"""

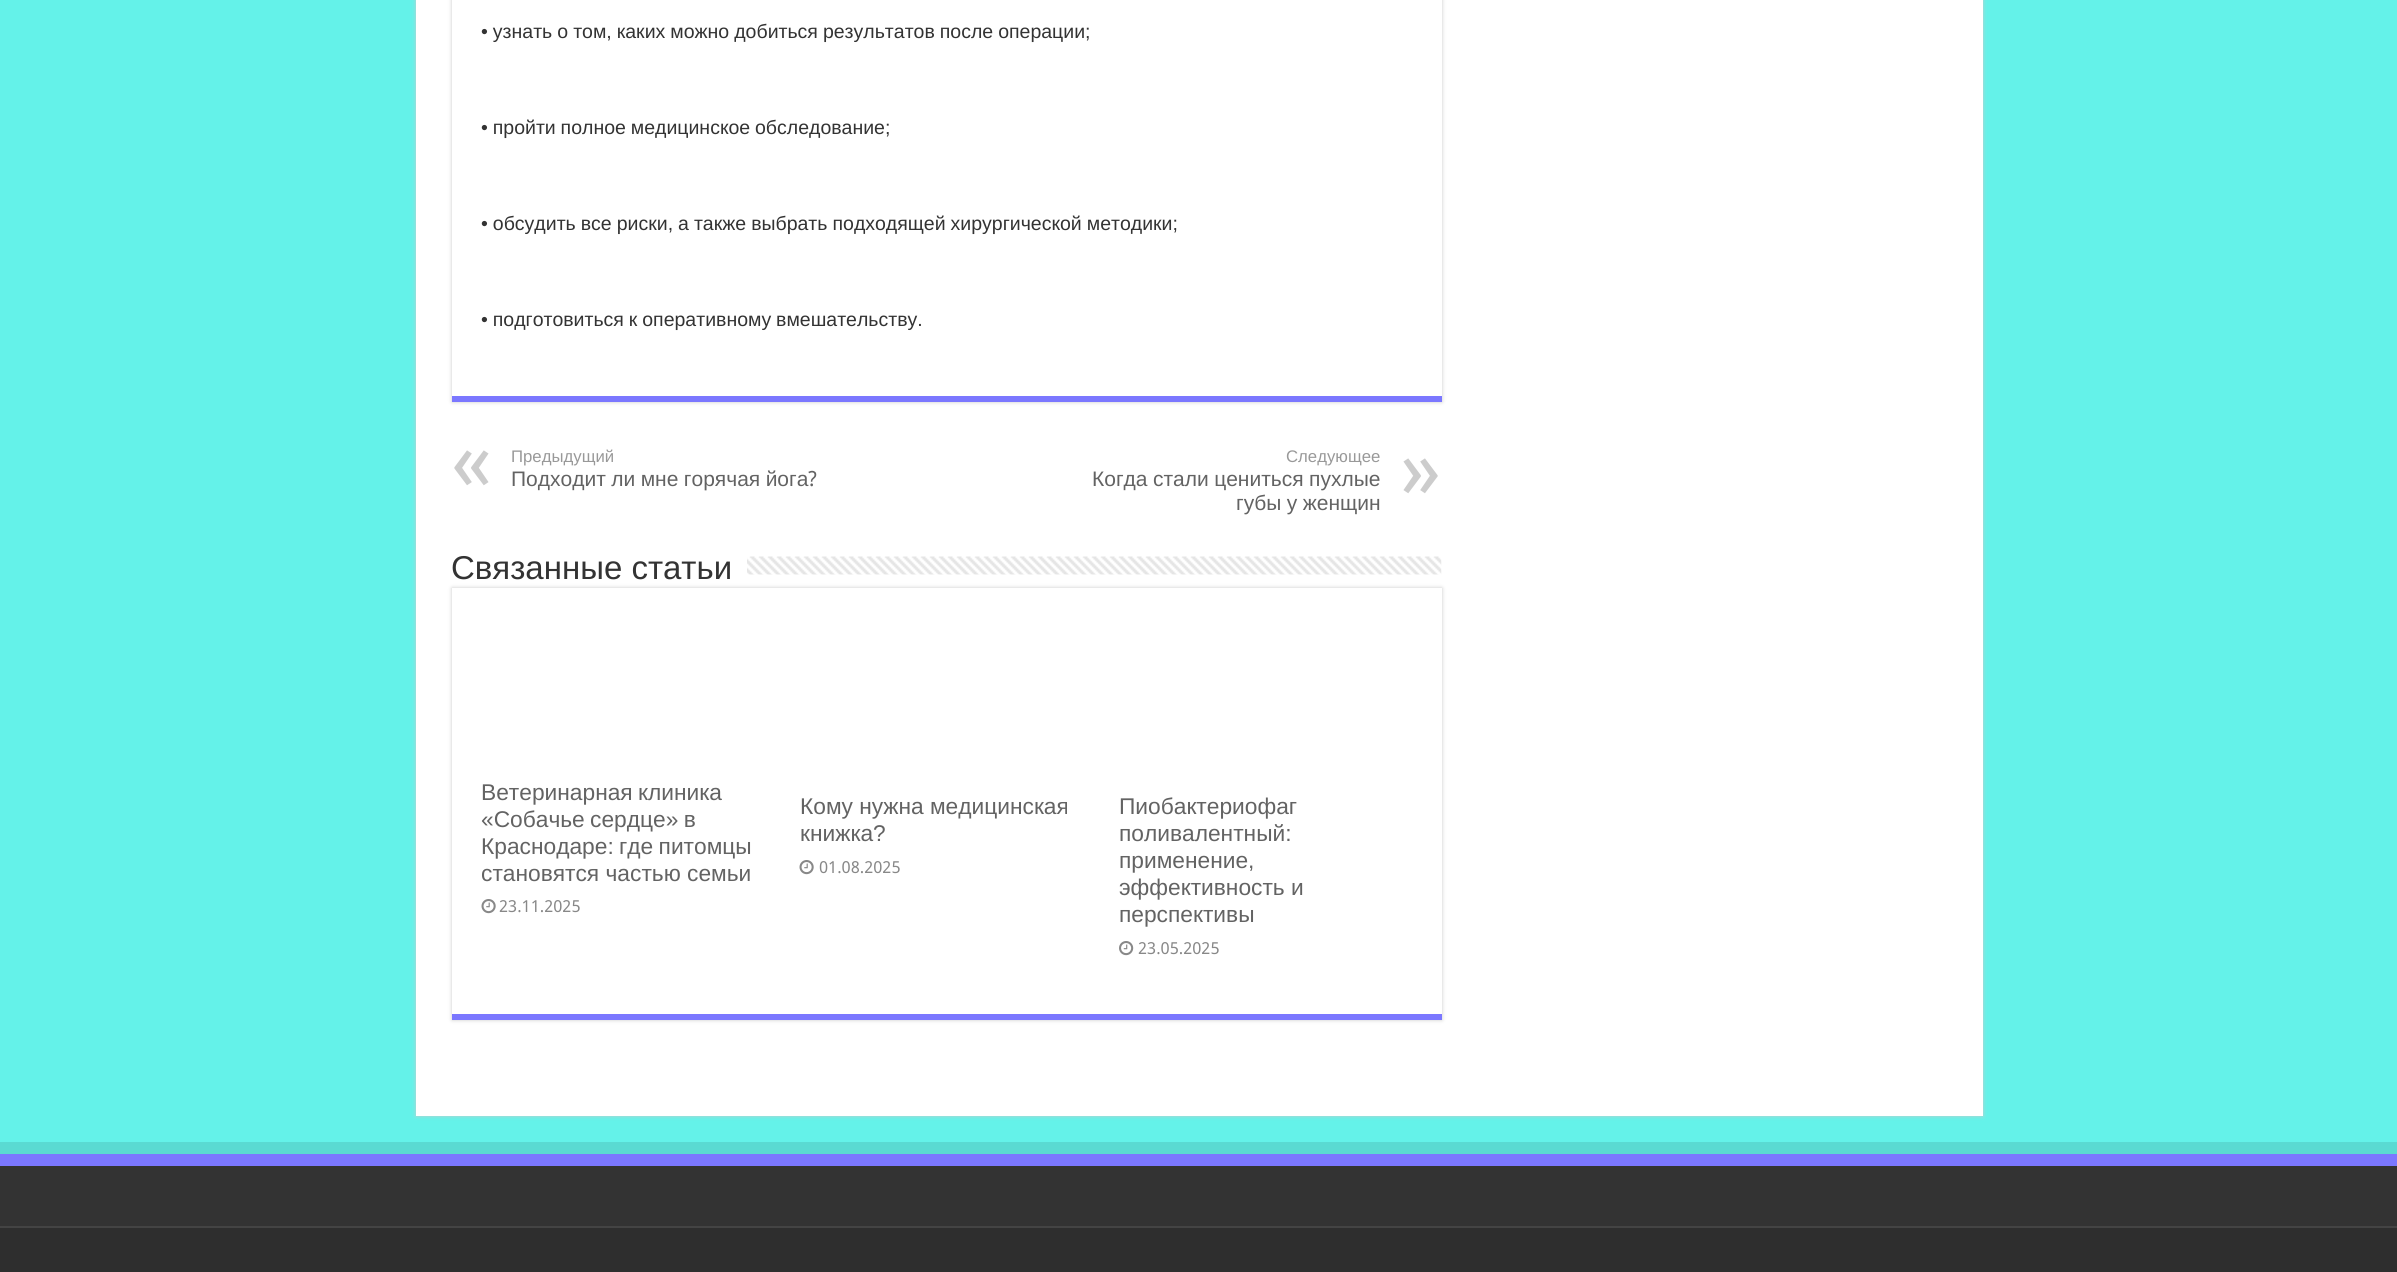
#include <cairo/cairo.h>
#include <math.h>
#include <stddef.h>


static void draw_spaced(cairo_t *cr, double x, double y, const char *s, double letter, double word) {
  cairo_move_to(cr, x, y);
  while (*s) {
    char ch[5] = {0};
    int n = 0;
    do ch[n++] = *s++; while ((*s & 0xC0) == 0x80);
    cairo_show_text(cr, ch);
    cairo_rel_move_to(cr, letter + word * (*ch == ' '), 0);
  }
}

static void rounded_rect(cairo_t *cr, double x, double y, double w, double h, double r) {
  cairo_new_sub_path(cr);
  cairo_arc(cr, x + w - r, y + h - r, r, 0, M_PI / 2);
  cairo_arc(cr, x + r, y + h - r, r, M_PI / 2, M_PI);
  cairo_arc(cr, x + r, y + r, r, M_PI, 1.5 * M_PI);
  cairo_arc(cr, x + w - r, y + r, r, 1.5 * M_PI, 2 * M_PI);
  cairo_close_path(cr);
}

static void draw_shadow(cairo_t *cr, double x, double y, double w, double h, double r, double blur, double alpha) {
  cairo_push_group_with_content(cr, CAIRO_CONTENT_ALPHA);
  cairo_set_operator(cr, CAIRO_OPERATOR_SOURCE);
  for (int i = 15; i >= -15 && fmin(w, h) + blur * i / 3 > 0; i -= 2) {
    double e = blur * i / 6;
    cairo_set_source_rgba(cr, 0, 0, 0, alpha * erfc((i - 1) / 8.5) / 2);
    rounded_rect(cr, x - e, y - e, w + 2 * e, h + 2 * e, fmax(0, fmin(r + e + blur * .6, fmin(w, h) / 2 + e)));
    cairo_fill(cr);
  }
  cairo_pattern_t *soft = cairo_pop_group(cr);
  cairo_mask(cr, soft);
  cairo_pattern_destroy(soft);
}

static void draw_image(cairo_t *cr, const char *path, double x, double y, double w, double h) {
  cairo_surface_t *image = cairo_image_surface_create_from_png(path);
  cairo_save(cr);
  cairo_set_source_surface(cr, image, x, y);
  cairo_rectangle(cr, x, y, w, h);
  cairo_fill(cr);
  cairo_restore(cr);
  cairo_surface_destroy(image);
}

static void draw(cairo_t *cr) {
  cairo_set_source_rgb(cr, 100 / 255.0, 242 / 255.0, 233 / 255.0);
  cairo_paint(cr);
  cairo_set_source_rgb(cr, 202 / 255.0, 202 / 255.0, 202 / 255.0);
  draw_shadow(cr, 416, -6, 1567, 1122, 0, 2, 1);
  cairo_set_source_rgb(cr, 1, 1, 1);
  cairo_rectangle(cr, 416, 0, 1567, 1116);
  cairo_fill(cr);
  cairo_set_source_rgb(cr, 202 / 255.0, 202 / 255.0, 202 / 255.0);
  draw_shadow(cr, 452, -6, 990, 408, 0, 2, 1);
  cairo_set_source_rgb(cr, 1, 1, 1);
  cairo_rectangle(cr, 452, 0, 990, 396);
  cairo_fill(cr);
  cairo_set_source_rgb(cr, 123 / 255.0, 119 / 255.0, 1);
  cairo_rectangle(cr, 452, 396, 990, 6);
  cairo_fill(cr);
  draw_image(cr, "images/1.png", 747, 556, 695, 19);
  cairo_set_source_rgb(cr, 202 / 255.0, 202 / 255.0, 202 / 255.0);
  draw_shadow(cr, 452, 588, 990, 432, 0, 2, 1);
  cairo_set_source_rgb(cr, 1, 1, 1);
  cairo_rectangle(cr, 452, 588, 990, 426);
  cairo_fill(cr);
  cairo_set_source_rgb(cr, 123 / 255.0, 119 / 255.0, 1);
  cairo_rectangle(cr, 452, 1014, 990, 6);
  cairo_fill(cr);
  draw_image(cr, "images/2.png", 481, 899, 15, 15);
  draw_image(cr, "images/2.png", 799, 860, 15, 15);
  draw_image(cr, "images/3.png", 1119, 941, 15, 15);
  cairo_set_source_rgb(cr, 90 / 255.0, 218 / 255.0, 210 / 255.0);
  cairo_rectangle(cr, 0, 1142, 2397, 12);
  cairo_fill(cr);
  cairo_set_source_rgb(cr, 51 / 255.0, 51 / 255.0, 51 / 255.0);
  cairo_rectangle(cr, 0, 1166, 2397, 60);
  cairo_fill(cr);
  cairo_set_source_rgb(cr, 123 / 255.0, 119 / 255.0, 1);
  cairo_rectangle(cr, 0, 1154, 2397, 12);
  cairo_fill(cr);
  cairo_set_source_rgb(cr, 46 / 255.0, 46 / 255.0, 46 / 255.0);
  cairo_rectangle(cr, 0, 1228, 2397, 44);
  cairo_fill(cr);
  cairo_set_source_rgb(cr, 68 / 255.0, 68 / 255.0, 68 / 255.0);
  cairo_rectangle(cr, 0, 1226, 2397, 2);
  cairo_fill(cr);
  cairo_select_font_face(cr, "Liberation Sans", CAIRO_FONT_SLANT_NORMAL, CAIRO_FONT_WEIGHT_NORMAL);
  cairo_set_font_size(cr, 19.5);
  cairo_set_source_rgb(cr, 51 / 255.0, 51 / 255.0, 51 / 255.0);
  draw_spaced(cr, 481, 38, "• узнать о том, каких можно добиться результатов после операции;", 0, -0.4);
  draw_spaced(cr, 481, 134, "• пройти полное медицинское обследование;", 0, -0.5);
  draw_spaced(cr, 481, 230, "• обсудить все риски, а также выбрать подходящей хирургической методики;", 0, -0.4);
  draw_spaced(cr, 481, 326, "• подготовиться к оперативному вмешательству.", 0, -0.5);
  cairo_select_font_face(cr, "Droid Sans", CAIRO_FONT_SLANT_NORMAL, CAIRO_FONT_WEIGHT_NORMAL);
  cairo_set_font_size(cr, 84);
  cairo_set_source_rgb(cr, 204 / 255.0, 204 / 255.0, 204 / 255.0);
  cairo_move_to(cr, 451, 490);
  cairo_show_text(cr, "«");
  cairo_select_font_face(cr, "Liberation Sans", CAIRO_FONT_SLANT_NORMAL, CAIRO_FONT_WEIGHT_NORMAL);
  cairo_set_font_size(cr, 16.75);
  cairo_set_source_rgb(cr, 153 / 255.0, 153 / 255.0, 153 / 255.0);
  cairo_move_to(cr, 511, 462);
  cairo_show_text(cr, "Предыдущий");
  cairo_set_font_size(cr, 21);
  cairo_set_source_rgb(cr, 99 / 255.0, 99 / 255.0, 99 / 255.0);
  draw_spaced(cr, 511, 486, "Подходит ли мне горячая йога", 0, -0.4);
  cairo_select_font_face(cr, "Droid Sans", CAIRO_FONT_SLANT_NORMAL, CAIRO_FONT_WEIGHT_NORMAL);
  cairo_move_to(cr, 808, 486);
  cairo_show_text(cr, "?");
  cairo_select_font_face(cr, "Liberation Sans", CAIRO_FONT_SLANT_NORMAL, CAIRO_FONT_WEIGHT_NORMAL);
  cairo_set_font_size(cr, 16.75);
  cairo_set_source_rgb(cr, 153 / 255.0, 153 / 255.0, 153 / 255.0);
  cairo_move_to(cr, 1286, 462);
  cairo_show_text(cr, "Следующее");
  cairo_select_font_face(cr, "Droid Sans", CAIRO_FONT_SLANT_NORMAL, CAIRO_FONT_WEIGHT_NORMAL);
  cairo_set_font_size(cr, 84);
  cairo_set_source_rgb(cr, 204 / 255.0, 204 / 255.0, 204 / 255.0);
  cairo_move_to(cr, 1400, 498);
  cairo_show_text(cr, "»");
  cairo_select_font_face(cr, "Liberation Sans", CAIRO_FONT_SLANT_NORMAL, CAIRO_FONT_WEIGHT_NORMAL);
  cairo_set_font_size(cr, 21);
  cairo_set_source_rgb(cr, 99 / 255.0, 99 / 255.0, 99 / 255.0);
  draw_spaced(cr, 1092, 486, "Когда стали цениться пухлые", 0, -0.4);
  draw_spaced(cr, 1236, 510, "губы у женщин", 0, -0.4);
  cairo_set_font_size(cr, 33);
  cairo_set_source_rgb(cr, 51 / 255.0, 51 / 255.0, 51 / 255.0);
  cairo_move_to(cr, 451, 579);
  cairo_show_text(cr, "Связанные статьи");
  cairo_set_font_size(cr, 22.75);
  cairo_set_source_rgb(cr, 99 / 255.0, 99 / 255.0, 99 / 255.0);
  draw_spaced(cr, 481, 800, "Ветеринарная клиника", 0, -1);
  draw_spaced(cr, 481, 827, "«Собачье сердце» в", 0, -1);
  draw_spaced(cr, 481, 854, "Краснодаре: где питомцы", 0, -1);
  cairo_move_to(cr, 481, 881);
  cairo_show_text(cr, "становятся частью семьи");
  cairo_select_font_face(cr, "Droid Sans", CAIRO_FONT_SLANT_NORMAL, CAIRO_FONT_WEIGHT_NORMAL);
  cairo_set_font_size(cr, 16.5);
  cairo_set_source_rgb(cr, 136 / 255.0, 136 / 255.0, 136 / 255.0);
  cairo_move_to(cr, 499, 912);
  cairo_show_text(cr, "23.11.2025");
  cairo_select_font_face(cr, "Liberation Sans", CAIRO_FONT_SLANT_NORMAL, CAIRO_FONT_WEIGHT_NORMAL);
  cairo_set_font_size(cr, 22.75);
  cairo_set_source_rgb(cr, 99 / 255.0, 99 / 255.0, 99 / 255.0);
  cairo_move_to(cr, 800, 814);
  cairo_show_text(cr, "Кому нужна медицинская");
  cairo_move_to(cr, 800, 841);
  cairo_show_text(cr, "книжка?");
  cairo_select_font_face(cr, "Droid Sans", CAIRO_FONT_SLANT_NORMAL, CAIRO_FONT_WEIGHT_NORMAL);
  cairo_set_font_size(cr, 16.5);
  cairo_set_source_rgb(cr, 136 / 255.0, 136 / 255.0, 136 / 255.0);
  cairo_move_to(cr, 819, 873);
  cairo_show_text(cr, "01.08.2025");
  cairo_select_font_face(cr, "Liberation Sans", CAIRO_FONT_SLANT_NORMAL, CAIRO_FONT_WEIGHT_NORMAL);
  cairo_set_font_size(cr, 22.75);
  cairo_set_source_rgb(cr, 99 / 255.0, 99 / 255.0, 99 / 255.0);
  cairo_move_to(cr, 1119, 814);
  cairo_show_text(cr, "Пиобактериофаг");
  cairo_move_to(cr, 1119, 841);
  cairo_show_text(cr, "поливалентный:");
  cairo_move_to(cr, 1119, 868);
  cairo_show_text(cr, "применение,");
  cairo_move_to(cr, 1119, 895);
  cairo_show_text(cr, "эффективность и");
  cairo_move_to(cr, 1119, 922);
  cairo_show_text(cr, "перспективы");
  cairo_select_font_face(cr, "Droid Sans", CAIRO_FONT_SLANT_NORMAL, CAIRO_FONT_WEIGHT_NORMAL);
  cairo_set_font_size(cr, 16.5);
  cairo_set_source_rgb(cr, 136 / 255.0, 136 / 255.0, 136 / 255.0);
  cairo_move_to(cr, 1138, 954);
  cairo_show_text(cr, "23.05.2025");
}

int main(void) {
  cairo_surface_t *surface = cairo_image_surface_create(CAIRO_FORMAT_RGB24, 2397, 1272);
  cairo_t *cr = cairo_create(surface);
  cairo_font_options_t *options = cairo_font_options_create();
  cairo_font_options_set_hint_metrics(options, CAIRO_HINT_METRICS_OFF);
  cairo_font_options_set_hint_style(options, CAIRO_HINT_STYLE_NONE);
  cairo_set_font_options(cr, options);
  cairo_set_miter_limit(cr, 4);
  draw(cr);
  cairo_surface_write_to_png(surface, "out.png");
  cairo_font_options_destroy(options);
  cairo_destroy(cr);
  cairo_surface_destroy(surface);
  return 0;
}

"""

▶ _Exercise brief_:
Only the count is wanted. Find the lines of the records that include the word "char" and state how many.

▶ _Result of this task_:
3